El tío Sovann se armó también, de pies a cabeza, con una armadura metálica. Antes de terminar de colocársela vi que ya estaba sudando.
—Vamos a ver que puedes hacer, muchacho —dijo mi tío. No me hacía falta ver su rostro para saber que se estaba burlando de mí, algo que mi orgullo de crío de casi dieciocho años no aprobaba.
Saqué la espada y escuché el suave susurro que produjo al salir de la vaina de cuero. El silencio era total, tan solo el sonido del viento caliente meciendo los árboles y las florecillas del patio. Una extraña planta llamó mi atención, tal vez por su color, tal vez porque parecía la reina del lugar. Era negra, con hojitas pequeñas que me recordaban a pequeñas lenguas; su base tenía un tono rojizo, como el mismo vino.
Sacudí la cabeza, pero aquella florecita negra se quedó grabada en mi mente. Tal vez podría…
—¡Más rápido! Un caracol es más rápido, Jamis. ¡Venga, más rápido! ¡Mueve esas piernas de una vez, joder! —me gritaba el tío Sovann.
Paré un golpe con el escudo y otro, y otro más. Me limité a aguantar, nada más. Tenía los ojos fijos en aquella florecilla, tan perfecta y tan negra, tan exótica. Sí, ¿por qué no? Me decidí justo en el momento en el la espada de mi tío descendía hacia mí con un siniestro recorrido, directa a mi cabeza. La afilada hoja brilló durante unos segundos, fría, mortal.
Lancé el escudo a un lado y detuve el golpe con mi espada, un chirrido de metal se elevó y me hizo rechinar los dientes. Mi tío apartó el arma y volvió a cargar contra mí, pero sus pasos eran pesados, cansados por soportar la armadura y el calor de la mañana y porque al parar el golpe con mi espada seguramente se le habría entumecido el brazo, justo como a mí.

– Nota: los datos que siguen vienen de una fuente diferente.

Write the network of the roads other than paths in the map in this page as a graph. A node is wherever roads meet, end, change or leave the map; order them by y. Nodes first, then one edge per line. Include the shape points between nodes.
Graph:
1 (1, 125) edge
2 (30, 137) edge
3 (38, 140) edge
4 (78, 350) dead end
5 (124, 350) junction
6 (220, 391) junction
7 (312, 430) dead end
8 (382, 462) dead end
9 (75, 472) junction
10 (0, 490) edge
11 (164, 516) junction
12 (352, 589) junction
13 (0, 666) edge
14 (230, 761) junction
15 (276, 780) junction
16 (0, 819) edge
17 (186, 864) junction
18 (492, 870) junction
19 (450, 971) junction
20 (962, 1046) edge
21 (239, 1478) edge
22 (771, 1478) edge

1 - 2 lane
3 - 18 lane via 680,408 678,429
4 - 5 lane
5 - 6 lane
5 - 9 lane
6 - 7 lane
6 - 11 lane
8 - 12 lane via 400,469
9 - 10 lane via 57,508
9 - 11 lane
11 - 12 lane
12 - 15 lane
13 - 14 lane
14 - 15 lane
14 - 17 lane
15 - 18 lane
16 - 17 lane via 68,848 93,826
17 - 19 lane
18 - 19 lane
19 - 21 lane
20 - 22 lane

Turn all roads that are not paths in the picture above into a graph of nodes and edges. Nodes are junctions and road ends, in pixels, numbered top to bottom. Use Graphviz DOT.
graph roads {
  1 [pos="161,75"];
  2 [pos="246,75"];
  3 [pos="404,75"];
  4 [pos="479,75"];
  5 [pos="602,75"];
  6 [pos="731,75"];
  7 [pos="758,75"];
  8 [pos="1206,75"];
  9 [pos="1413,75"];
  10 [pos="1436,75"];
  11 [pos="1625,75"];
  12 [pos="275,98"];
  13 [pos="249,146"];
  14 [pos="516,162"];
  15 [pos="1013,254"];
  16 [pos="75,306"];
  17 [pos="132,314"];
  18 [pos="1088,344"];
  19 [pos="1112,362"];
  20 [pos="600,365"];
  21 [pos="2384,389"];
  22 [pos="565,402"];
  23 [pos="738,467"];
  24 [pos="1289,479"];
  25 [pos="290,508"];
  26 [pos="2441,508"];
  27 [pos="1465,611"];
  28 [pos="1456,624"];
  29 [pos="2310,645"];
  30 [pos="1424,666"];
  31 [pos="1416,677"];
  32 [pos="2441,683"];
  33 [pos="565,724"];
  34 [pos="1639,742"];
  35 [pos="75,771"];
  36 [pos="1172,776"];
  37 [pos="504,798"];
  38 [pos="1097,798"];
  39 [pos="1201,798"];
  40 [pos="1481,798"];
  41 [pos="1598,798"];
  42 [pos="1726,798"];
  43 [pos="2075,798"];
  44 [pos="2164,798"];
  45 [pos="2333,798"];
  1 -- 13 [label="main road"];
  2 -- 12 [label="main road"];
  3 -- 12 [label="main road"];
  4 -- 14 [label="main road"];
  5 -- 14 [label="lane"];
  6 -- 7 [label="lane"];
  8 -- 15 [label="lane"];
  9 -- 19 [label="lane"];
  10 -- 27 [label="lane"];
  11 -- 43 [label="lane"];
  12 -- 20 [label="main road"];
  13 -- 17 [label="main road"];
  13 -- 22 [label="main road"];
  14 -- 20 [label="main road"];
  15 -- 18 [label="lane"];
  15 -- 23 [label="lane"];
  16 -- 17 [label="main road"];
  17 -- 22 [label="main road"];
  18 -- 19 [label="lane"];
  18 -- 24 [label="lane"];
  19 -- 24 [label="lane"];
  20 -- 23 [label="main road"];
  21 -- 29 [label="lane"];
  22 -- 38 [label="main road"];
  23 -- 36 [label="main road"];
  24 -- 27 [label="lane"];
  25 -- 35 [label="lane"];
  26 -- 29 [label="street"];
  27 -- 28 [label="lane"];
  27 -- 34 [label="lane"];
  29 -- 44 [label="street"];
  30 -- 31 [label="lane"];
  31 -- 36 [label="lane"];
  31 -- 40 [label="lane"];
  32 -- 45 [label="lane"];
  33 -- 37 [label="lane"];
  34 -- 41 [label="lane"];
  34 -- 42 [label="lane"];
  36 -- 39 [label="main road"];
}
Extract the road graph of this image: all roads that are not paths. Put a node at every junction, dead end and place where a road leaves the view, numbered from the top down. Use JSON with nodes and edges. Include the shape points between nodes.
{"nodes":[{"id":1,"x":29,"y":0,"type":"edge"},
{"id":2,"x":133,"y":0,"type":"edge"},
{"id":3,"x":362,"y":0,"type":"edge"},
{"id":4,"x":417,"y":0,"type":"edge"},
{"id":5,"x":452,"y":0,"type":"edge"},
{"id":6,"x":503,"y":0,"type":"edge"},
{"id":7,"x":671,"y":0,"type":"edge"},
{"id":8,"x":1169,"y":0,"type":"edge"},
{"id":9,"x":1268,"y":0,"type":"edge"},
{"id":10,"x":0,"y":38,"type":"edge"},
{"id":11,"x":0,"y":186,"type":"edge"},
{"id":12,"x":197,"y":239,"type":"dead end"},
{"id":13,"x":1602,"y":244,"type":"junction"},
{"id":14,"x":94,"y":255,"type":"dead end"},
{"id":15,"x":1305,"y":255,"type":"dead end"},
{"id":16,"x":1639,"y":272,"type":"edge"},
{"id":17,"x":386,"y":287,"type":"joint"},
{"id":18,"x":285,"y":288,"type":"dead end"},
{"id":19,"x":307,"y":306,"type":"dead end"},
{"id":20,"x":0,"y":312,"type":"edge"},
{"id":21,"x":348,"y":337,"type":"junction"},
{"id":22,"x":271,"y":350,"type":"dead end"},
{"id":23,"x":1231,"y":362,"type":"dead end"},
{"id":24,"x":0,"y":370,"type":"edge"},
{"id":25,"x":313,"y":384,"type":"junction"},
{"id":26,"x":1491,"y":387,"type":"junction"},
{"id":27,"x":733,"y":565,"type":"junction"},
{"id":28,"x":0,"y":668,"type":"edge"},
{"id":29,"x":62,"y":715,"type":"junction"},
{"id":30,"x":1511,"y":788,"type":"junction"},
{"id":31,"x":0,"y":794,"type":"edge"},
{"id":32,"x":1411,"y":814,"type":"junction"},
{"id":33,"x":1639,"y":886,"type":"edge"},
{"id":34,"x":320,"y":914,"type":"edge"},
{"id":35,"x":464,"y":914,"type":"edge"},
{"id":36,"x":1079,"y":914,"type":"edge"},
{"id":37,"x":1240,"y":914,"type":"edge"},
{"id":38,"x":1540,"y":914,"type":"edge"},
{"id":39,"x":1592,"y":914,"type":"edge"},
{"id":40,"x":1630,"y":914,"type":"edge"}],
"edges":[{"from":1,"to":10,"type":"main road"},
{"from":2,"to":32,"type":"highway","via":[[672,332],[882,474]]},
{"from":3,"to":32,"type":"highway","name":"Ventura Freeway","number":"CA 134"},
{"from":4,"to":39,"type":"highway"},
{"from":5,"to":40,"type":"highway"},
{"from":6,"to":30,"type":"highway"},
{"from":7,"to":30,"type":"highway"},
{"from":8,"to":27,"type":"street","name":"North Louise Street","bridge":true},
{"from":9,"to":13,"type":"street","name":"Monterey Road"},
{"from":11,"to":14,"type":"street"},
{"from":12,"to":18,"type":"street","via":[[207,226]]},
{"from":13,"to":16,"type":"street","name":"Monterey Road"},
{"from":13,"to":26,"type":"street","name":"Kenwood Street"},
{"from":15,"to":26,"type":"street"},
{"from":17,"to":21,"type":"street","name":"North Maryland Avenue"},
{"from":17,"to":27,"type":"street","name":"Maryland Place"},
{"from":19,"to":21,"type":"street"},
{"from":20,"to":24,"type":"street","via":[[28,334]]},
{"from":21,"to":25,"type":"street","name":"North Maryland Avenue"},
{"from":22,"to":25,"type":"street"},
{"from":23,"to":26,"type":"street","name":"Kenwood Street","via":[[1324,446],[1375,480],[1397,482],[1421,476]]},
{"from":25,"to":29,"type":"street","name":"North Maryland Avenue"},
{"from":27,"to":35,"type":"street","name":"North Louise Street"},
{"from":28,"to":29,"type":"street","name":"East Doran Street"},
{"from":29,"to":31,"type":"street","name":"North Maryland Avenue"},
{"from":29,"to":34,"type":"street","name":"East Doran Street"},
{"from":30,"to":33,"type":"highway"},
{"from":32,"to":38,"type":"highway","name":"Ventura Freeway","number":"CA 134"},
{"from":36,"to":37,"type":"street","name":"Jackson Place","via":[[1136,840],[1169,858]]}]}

Me tiré al suelo, rodé fuera de su vista y, antes siquiera de que el hombre pudiera girarse, le di una fuerte patada en la parte posterior de la rodilla. Cayó al suelo pesadamente, con un estrépito del ruidoso metal y con un grito de dolor. Me quité el casco entre jadeos y guardé la espada en su vaina. Me sequé la frente llena de sudor deseando tener agua que llevarme a los labios.
—Bien hecho, muchacho, bien hecho —murmuró el tío Sovann a la vez que se arrancaba el gran yelmo. Su rostro estaba colorado por el esfuerzo y también por la humillación. Yo solo sonreía, una sonrisa débil, mientras me pasaba el casco de una mano a la otra, jugando con la cimera emplumada.
—Me puedo ir ya, ¿no? —pregunté con suavidad. No hacía falta hablar muy alto en aquel lugar; es más, lo habría considerado como algo sacrílego. Ese patio estaba hecho para disfrutar, para reír, para amar. Lo que nosotros acabábamos de hacer… No, no podía ser, no en aquel lugar donde las intrigas palaciegas, donde las guerras contra los elfos, parecía que no habían llegado. Todavía.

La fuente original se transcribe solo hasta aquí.